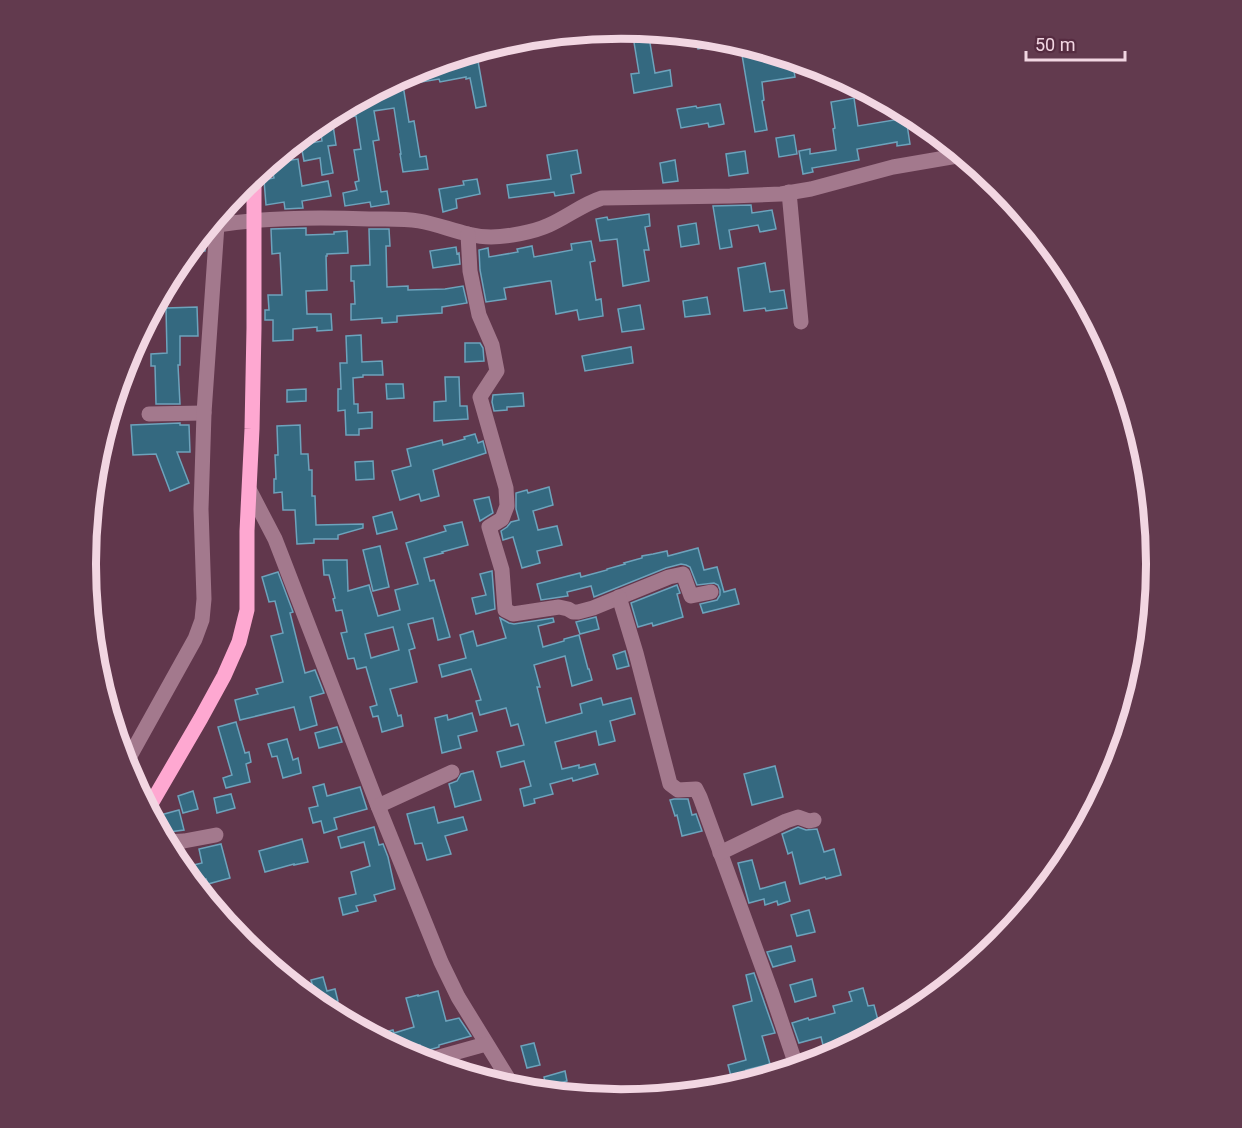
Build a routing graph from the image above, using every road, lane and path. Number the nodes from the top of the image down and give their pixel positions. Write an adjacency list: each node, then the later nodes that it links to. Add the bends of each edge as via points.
1 (952, 157): 3 (street, via 894,166)
2 (254, 189): 4 (main road)
3 (789, 192): 7 (street, via 602,198 547,226 525,232 491,237); 8 (street)
4 (253, 221): 5 (street); 7 (street, via 401,219); 11 (main road)
5 (222, 223)
6 (217, 229): 9 (street)
7 (468, 234): 13 (street, via 479,315 492,345 497,371 480,397 506,488 507,506 502,519 489,527 502,570 505,610 513,614 559,607 578,612)
8 (801, 322)
9 (204, 413): 10 (street); 14 (street, via 202,620)
10 (149, 414)
11 (250, 491): 16 (main road, via 247,610 239,642 211,701); 17 (street, via 275,539)
12 (711, 592): 13 (street, via 691,596 682,574)
13 (619, 597): 21 (street, via 670,784 678,790 696,789)
14 (132, 753)
15 (452, 772): 17 (street)
16 (153, 801)
17 (378, 806): 22 (street, via 441,962)
18 (814, 820): 21 (street, via 798,817 786,821)
19 (216, 835): 20 (street)
20 (175, 841)
21 (720, 853): 24 (street)
22 (486, 1044): 23 (street); 25 (street)
23 (442, 1057)
24 (794, 1059)
25 (506, 1076)

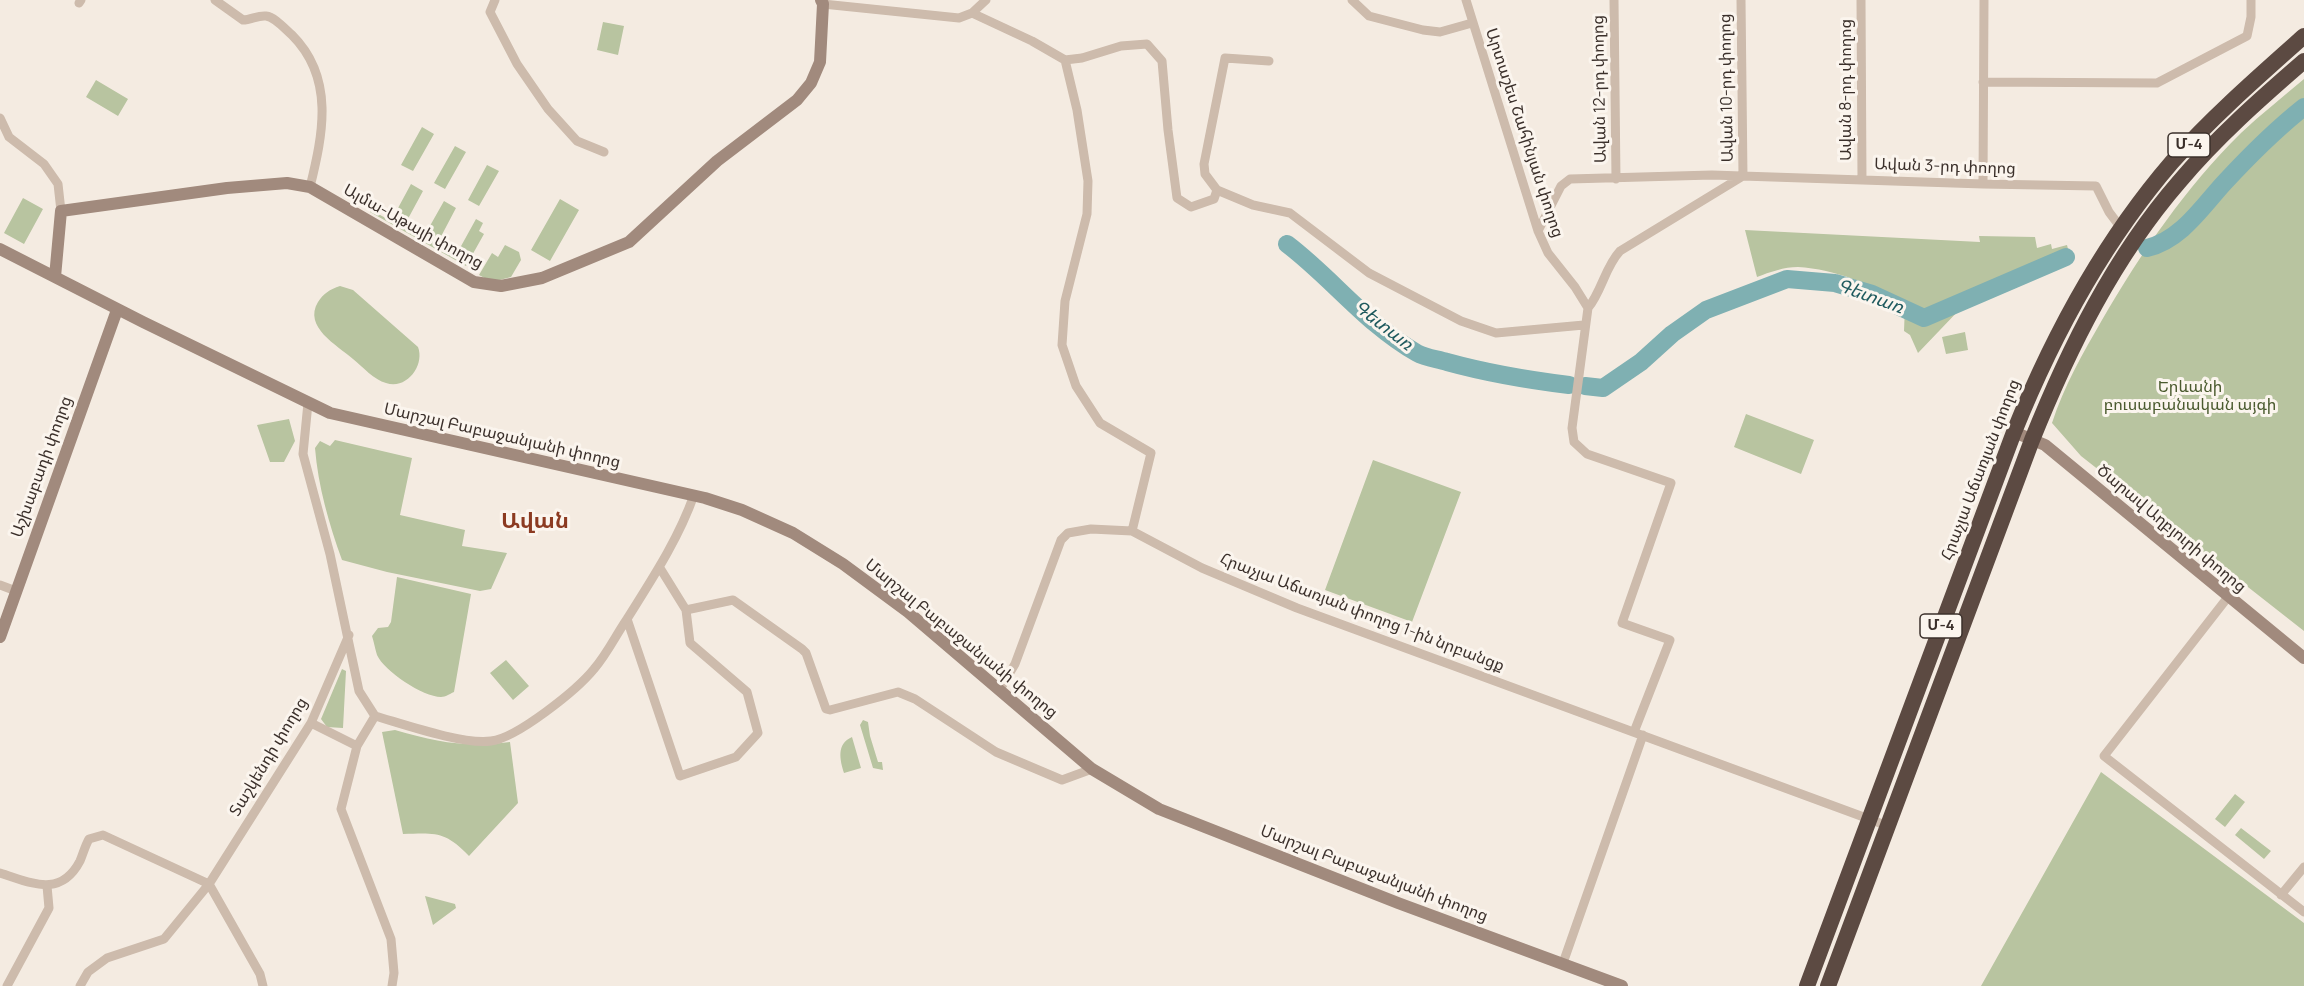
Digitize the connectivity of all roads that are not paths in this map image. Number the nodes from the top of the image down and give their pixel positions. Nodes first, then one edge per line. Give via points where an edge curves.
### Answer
1 (215, 0) edge
2 (495, 0) edge
3 (986, 0) edge
4 (1352, 0) edge
5 (1466, 0) edge
6 (1614, 0) edge
7 (1741, 0) edge
8 (1861, 0) edge
9 (1984, 0) edge
10 (2251, 0) edge
11 (822, 2) edge
12 (972, 13) junction
13 (1472, 23) junction
14 (2304, 36) edge
15 (1065, 60) junction
16 (1269, 61) dead end
17 (2304, 61) edge
18 (1983, 82) junction
19 (0, 118) edge
20 (604, 152) dead end
21 (1743, 176) junction
22 (1616, 178) junction
23 (1862, 180) junction
24 (1983, 184) junction
25 (310, 187) junction
26 (1217, 190) junction
27 (61, 211) junction
28 (2121, 228) junction
29 (1538, 231) junction
30 (0, 249) edge
31 (55, 277) junction
32 (1588, 308) junction
33 (117, 310) junction
34 (1584, 325) junction
35 (308, 403) junction
36 (2014, 432) junction
37 (2032, 440) junction
38 (694, 495) junction
39 (1132, 531) junction
40 (660, 568) junction
41 (0, 585) edge
42 (16, 591) junction
43 (2228, 597) junction
44 (686, 610) junction
45 (627, 619) junction
46 (349, 635) junction
47 (0, 637) edge
48 (2304, 658) edge
49 (999, 691) junction
50 (375, 716) junction
51 (311, 723) junction
52 (1639, 734) junction
53 (357, 746) junction
54 (1092, 769) junction
55 (1869, 819) junction
56 (1888, 826) junction
57 (2304, 867) edge
58 (0, 873) edge
59 (209, 884) junction
60 (47, 886) junction
61 (2281, 895) junction
62 (2304, 912) edge
63 (1563, 963) junction
64 (7, 986) edge
65 (80, 986) edge
66 (263, 986) edge
67 (392, 986) edge
68 (1622, 986) edge
69 (1807, 986) edge
70 (1828, 986) edge

1 - 25 street via 243,20 270,17 306,50 315,68 324,118
2 - 20 street via 490,12 548,109 577,141
3 - 12 street
4 - 13 street via 1369,16 1423,30 1440,32
5 - 13 street, Արտաշես Շահինյան փողոց
6 - 22 street, Ավան 12-րդ փողոց
7 - 21 street, Ավան 10-րդ փողոց
8 - 23 street, Ավան 8-րդ փողոց
9 - 18 street
10 - 18 street via 2247,36 2157,83
11 - 12 street via 959,18
11 - 25 main road, Ալմա-Աթայի փողոց via 820,62 811,83 797,100 717,161 629,242 542,278 501,286 474,282
12 - 15 street
13 - 29 street, Արտաշես Շահինյան փողոց
14 - 28 highway, Հրաչյա Աճառյան փողոց / Մ-4 via 2172,162
15 - 26 street via 1120,46 1147,44 1162,61 1177,198 1191,207 1214,199
15 - 39 street via 1088,181 1087,214 1065,301 1062,345 1076,386 1101,423 1151,453
16 - 26 street via 1225,57 1204,164 1205,174
17 - 37 highway, Մ-4 via 2212,145 2135,240 2087,319
18 - 24 street
19 - 27 street via 9,137 44,164 58,184
21 - 22 street, Ավան 3-րդ փողոց
21 - 23 street, Ավան 3-րդ փողոց
21 - 32 street via 1620,251
22 - 29 street, Ավան 3-րդ փողոց via 1565,181
23 - 24 street, Ավան 3-րդ փողոց
24 - 28 street, Ավան 3-րդ փողոց via 2096,186
25 - 27 main road, Ալմա-Աթայի փողոց via 275,184
26 - 34 street via 1253,205 1290,213 1369,273 1461,321 1496,333
27 - 31 main road
28 - 36 highway, Հրաչյա Աճառյան փողոց / Մ-4 via 2050,350
29 - 32 street, Արտաշես Շահինյան փողոց via 1548,253
30 - 31 main road, Մարշալ Բաբաջանյանի փողոց
31 - 33 main road, Մարշալ Բաբաջանյանի փողոց
32 - 34 street
33 - 35 main road, Մարշալ Բաբաջանյանի փողոց
33 - 42 main road, Աշխաբադի փողոց
34 - 52 street via 1572,428 1574,442 1587,454 1671,483 1622,623 1670,640
35 - 38 main road, Մարշալ Բաբաջանյանի փողոց via 343,417
35 - 46 street via 303,454
36 - 37 main road, Ծարավ Աղբյուրի փողոց
36 - 55 highway, Հրաչյա Աճառյան փողոց / Մ-4
37 - 43 main road, Ծարավ Աղբյուրի փողոց via 2045,445
37 - 56 highway, Մ-4
38 - 40 street
38 - 49 main road, Մարշալ Բաբաջանյանի փողոց via 793,532 843,564 908,612
39 - 49 street via 1091,529 1068,533 1061,540 1015,664
39 - 52 street, Հրաչյա Աճառյան փողոց 1-ին նրբանցք via 1202,568 1297,608
40 - 44 street
40 - 45 street
41 - 42 street
42 - 47 main road, Աշխաբադի փողոց
43 - 48 main road, Ծարավ Աղբյուրի փողոց
43 - 61 street via 2104,756
44 - 45 street via 690,643 747,692 758,733 736,757 680,776
44 - 54 street via 733,600 794,642 806,653 826,709 898,692 996,752 1062,780
45 - 50 street via 594,669 578,685 501,739 467,740
46 - 50 street via 359,691
46 - 51 street, Տաշկենդի փողոց
49 - 54 main road, Մարշալ Բաբաջանյանի փողոց
50 - 53 street
51 - 53 street
51 - 59 street, Տաշկենդի փողոց
52 - 55 street, Հրաչյա Աճառյան փողոց 1-ին նրբանցք
52 - 63 street
53 - 67 street via 341,809 391,939
54 - 63 main road, Մարշալ Բաբաջանյանի փողոց via 1159,809
55 - 56 street, Հրաչյա Աճառյան փողոց 1-ին նրբանցք
55 - 69 highway, Հրաչյա Աճառյան փողոց / Մ-4
56 - 70 highway, Մ-4
57 - 61 street
58 - 60 street
59 - 60 street via 103,835 89,839 72,873
59 - 65 street, Տաշկենդի փողոց via 164,939 107,958 88,972
59 - 66 street
60 - 64 street via 49,908
61 - 62 street
63 - 68 main road, Մարշալ Բաբաջանյանի փողոց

## Problem
Please reprint the whole listing exactly and omit its pictures.

## Your response
Build a routing graph from the image above, using every road, lane and path. Number the nodes from the top of the image down and give their pixel positions. Write an adjacency list: each node, then the later nodes that it links to. Add the bends of each edge as via points.
1 (952, 157): 3 (street, via 894,166)
2 (254, 189): 4 (main road)
3 (789, 192): 7 (street, via 602,198 547,226 525,232 491,237); 8 (street)
4 (253, 221): 5 (street); 7 (street, via 401,219); 11 (main road)
5 (222, 223)
6 (217, 229): 9 (street)
7 (468, 234): 13 (street, via 479,315 492,345 497,371 480,397 506,488 507,506 502,519 489,527 502,570 505,610 513,614 559,607 578,612)
8 (801, 322)
9 (204, 413): 10 (street); 14 (street, via 202,620)
10 (149, 414)
11 (250, 491): 16 (main road, via 247,610 239,642 211,701); 17 (street, via 275,539)
12 (711, 592): 13 (street, via 691,596 682,574)
13 (619, 597): 21 (street, via 670,784 678,790 696,789)
14 (132, 753)
15 (452, 772): 17 (street)
16 (153, 801)
17 (378, 806): 22 (street, via 441,962)
18 (814, 820): 21 (street, via 798,817 786,821)
19 (216, 835): 20 (street)
20 (175, 841)
21 (720, 853): 24 (street)
22 (486, 1044): 23 (street); 25 (street)
23 (442, 1057)
24 (794, 1059)
25 (506, 1076)

Digitize the connectivity of all roads that are not paths in this map image. Number the nodes from the top of the image down and give their pixel positions. Nodes first, then one edge per line. Give via points where an edge curves.
### Answer
1 (215, 0) edge
2 (495, 0) edge
3 (986, 0) edge
4 (1352, 0) edge
5 (1466, 0) edge
6 (1614, 0) edge
7 (1741, 0) edge
8 (1861, 0) edge
9 (1984, 0) edge
10 (2251, 0) edge
11 (822, 2) edge
12 (972, 13) junction
13 (1472, 23) junction
14 (2304, 36) edge
15 (1065, 60) junction
16 (1269, 61) dead end
17 (2304, 61) edge
18 (1983, 82) junction
19 (0, 118) edge
20 (604, 152) dead end
21 (1743, 176) junction
22 (1616, 178) junction
23 (1862, 180) junction
24 (1983, 184) junction
25 (310, 187) junction
26 (1217, 190) junction
27 (61, 211) junction
28 (2121, 228) junction
29 (1538, 231) junction
30 (0, 249) edge
31 (55, 277) junction
32 (1588, 308) junction
33 (117, 310) junction
34 (1584, 325) junction
35 (308, 403) junction
36 (2014, 432) junction
37 (2032, 440) junction
38 (694, 495) junction
39 (1132, 531) junction
40 (660, 568) junction
41 (0, 585) edge
42 (16, 591) junction
43 (2228, 597) junction
44 (686, 610) junction
45 (627, 619) junction
46 (349, 635) junction
47 (0, 637) edge
48 (2304, 658) edge
49 (999, 691) junction
50 (375, 716) junction
51 (311, 723) junction
52 (1639, 734) junction
53 (357, 746) junction
54 (1092, 769) junction
55 (1869, 819) junction
56 (1888, 826) junction
57 (2304, 867) edge
58 (0, 873) edge
59 (209, 884) junction
60 (47, 886) junction
61 (2281, 895) junction
62 (2304, 912) edge
63 (1563, 963) junction
64 (7, 986) edge
65 (80, 986) edge
66 (263, 986) edge
67 (392, 986) edge
68 (1622, 986) edge
69 (1807, 986) edge
70 (1828, 986) edge

1 - 25 street via 243,20 270,17 306,50 315,68 324,118
2 - 20 street via 490,12 548,109 577,141
3 - 12 street
4 - 13 street via 1369,16 1423,30 1440,32
5 - 13 street, Արտաշես Շահինյան փողոց
6 - 22 street, Ավան 12-րդ փողոց
7 - 21 street, Ավան 10-րդ փողոց
8 - 23 street, Ավան 8-րդ փողոց
9 - 18 street
10 - 18 street via 2247,36 2157,83
11 - 12 street via 959,18
11 - 25 main road, Ալմա-Աթայի փողոց via 820,62 811,83 797,100 717,161 629,242 542,278 501,286 474,282
12 - 15 street
13 - 29 street, Արտաշես Շահինյան փողոց
14 - 28 highway, Հրաչյա Աճառյան փողոց / Մ-4 via 2172,162
15 - 26 street via 1120,46 1147,44 1162,61 1177,198 1191,207 1214,199
15 - 39 street via 1088,181 1087,214 1065,301 1062,345 1076,386 1101,423 1151,453
16 - 26 street via 1225,57 1204,164 1205,174
17 - 37 highway, Մ-4 via 2212,145 2135,240 2087,319
18 - 24 street
19 - 27 street via 9,137 44,164 58,184
21 - 22 street, Ավան 3-րդ փողոց
21 - 23 street, Ավան 3-րդ փողոց
21 - 32 street via 1620,251
22 - 29 street, Ավան 3-րդ փողոց via 1565,181
23 - 24 street, Ավան 3-րդ փողոց
24 - 28 street, Ավան 3-րդ փողոց via 2096,186
25 - 27 main road, Ալմա-Աթայի փողոց via 275,184
26 - 34 street via 1253,205 1290,213 1369,273 1461,321 1496,333
27 - 31 main road
28 - 36 highway, Հրաչյա Աճառյան փողոց / Մ-4 via 2050,350
29 - 32 street, Արտաշես Շահինյան փողոց via 1548,253
30 - 31 main road, Մարշալ Բաբաջանյանի փողոց
31 - 33 main road, Մարշալ Բաբաջանյանի փողոց
32 - 34 street
33 - 35 main road, Մարշալ Բաբաջանյանի փողոց
33 - 42 main road, Աշխաբադի փողոց
34 - 52 street via 1572,428 1574,442 1587,454 1671,483 1622,623 1670,640
35 - 38 main road, Մարշալ Բաբաջանյանի փողոց via 343,417
35 - 46 street via 303,454
36 - 37 main road, Ծարավ Աղբյուրի փողոց
36 - 55 highway, Հրաչյա Աճառյան փողոց / Մ-4
37 - 43 main road, Ծարավ Աղբյուրի փողոց via 2045,445
37 - 56 highway, Մ-4
38 - 40 street
38 - 49 main road, Մարշալ Բաբաջանյանի փողոց via 793,532 843,564 908,612
39 - 49 street via 1091,529 1068,533 1061,540 1015,664
39 - 52 street, Հրաչյա Աճառյան փողոց 1-ին նրբանցք via 1202,568 1297,608
40 - 44 street
40 - 45 street
41 - 42 street
42 - 47 main road, Աշխաբադի փողոց
43 - 48 main road, Ծարավ Աղբյուրի փողոց
43 - 61 street via 2104,756
44 - 45 street via 690,643 747,692 758,733 736,757 680,776
44 - 54 street via 733,600 794,642 806,653 826,709 898,692 996,752 1062,780
45 - 50 street via 594,669 578,685 501,739 467,740
46 - 50 street via 359,691
46 - 51 street, Տաշկենդի փողոց
49 - 54 main road, Մարշալ Բաբաջանյանի փողոց
50 - 53 street
51 - 53 street
51 - 59 street, Տաշկենդի փողոց
52 - 55 street, Հրաչյա Աճառյան փողոց 1-ին նրբանցք
52 - 63 street
53 - 67 street via 341,809 391,939
54 - 63 main road, Մարշալ Բաբաջանյանի փողոց via 1159,809
55 - 56 street, Հրաչյա Աճառյան փողոց 1-ին նրբանցք
55 - 69 highway, Հրաչյա Աճառյան փողոց / Մ-4
56 - 70 highway, Մ-4
57 - 61 street
58 - 60 street
59 - 60 street via 103,835 89,839 72,873
59 - 65 street, Տաշկենդի փողոց via 164,939 107,958 88,972
59 - 66 street
60 - 64 street via 49,908
61 - 62 street
63 - 68 main road, Մարշալ Բաբաջանյանի փողոց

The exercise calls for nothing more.